Dataset content.
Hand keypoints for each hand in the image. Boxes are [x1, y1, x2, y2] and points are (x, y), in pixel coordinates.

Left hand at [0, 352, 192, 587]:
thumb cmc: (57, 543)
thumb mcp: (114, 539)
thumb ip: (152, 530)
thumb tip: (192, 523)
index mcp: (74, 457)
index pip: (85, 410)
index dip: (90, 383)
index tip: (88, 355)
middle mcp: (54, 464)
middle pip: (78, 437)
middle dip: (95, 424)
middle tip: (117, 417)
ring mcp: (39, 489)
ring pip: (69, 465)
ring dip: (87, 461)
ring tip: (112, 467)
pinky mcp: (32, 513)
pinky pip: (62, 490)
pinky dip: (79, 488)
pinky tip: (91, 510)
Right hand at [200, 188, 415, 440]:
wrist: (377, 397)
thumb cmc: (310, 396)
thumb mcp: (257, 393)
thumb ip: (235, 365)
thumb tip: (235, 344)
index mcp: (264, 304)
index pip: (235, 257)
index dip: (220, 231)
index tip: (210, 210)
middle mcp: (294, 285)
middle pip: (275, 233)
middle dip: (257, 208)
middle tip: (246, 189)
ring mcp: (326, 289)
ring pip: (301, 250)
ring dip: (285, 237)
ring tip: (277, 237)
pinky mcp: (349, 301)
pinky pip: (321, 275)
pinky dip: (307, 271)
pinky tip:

Brief.
Beginning at the line above that contains "middle dip: (95, 424)", return each line exactly through the line that contains "ring tip: (277, 237)", and no others.

Solution to this task.
middle dip: (95, 424)
middle tip: (117, 417)
ring mcp: (39, 489)
ring pip: (69, 465)
ring dip: (87, 461)
ring tip: (112, 467)
pinky mcp: (32, 513)
pinky pip: (62, 490)
pinky dip: (79, 488)
pinky tip: (91, 510)
Right hand at [200, 188, 415, 440]:
wrist: (377, 397)
thumb cmc: (310, 396)
thumb mcp: (257, 393)
thumb ip: (235, 365)
thumb tip: (235, 344)
index mcp: (264, 304)
index pip: (235, 257)
index dip: (220, 231)
index tip: (210, 210)
middle mcp: (294, 285)
middle pip: (275, 233)
middle dip: (257, 208)
middle tip: (246, 189)
ring mcp: (326, 289)
ring pip: (301, 250)
ring dip: (285, 237)
ring tip: (277, 237)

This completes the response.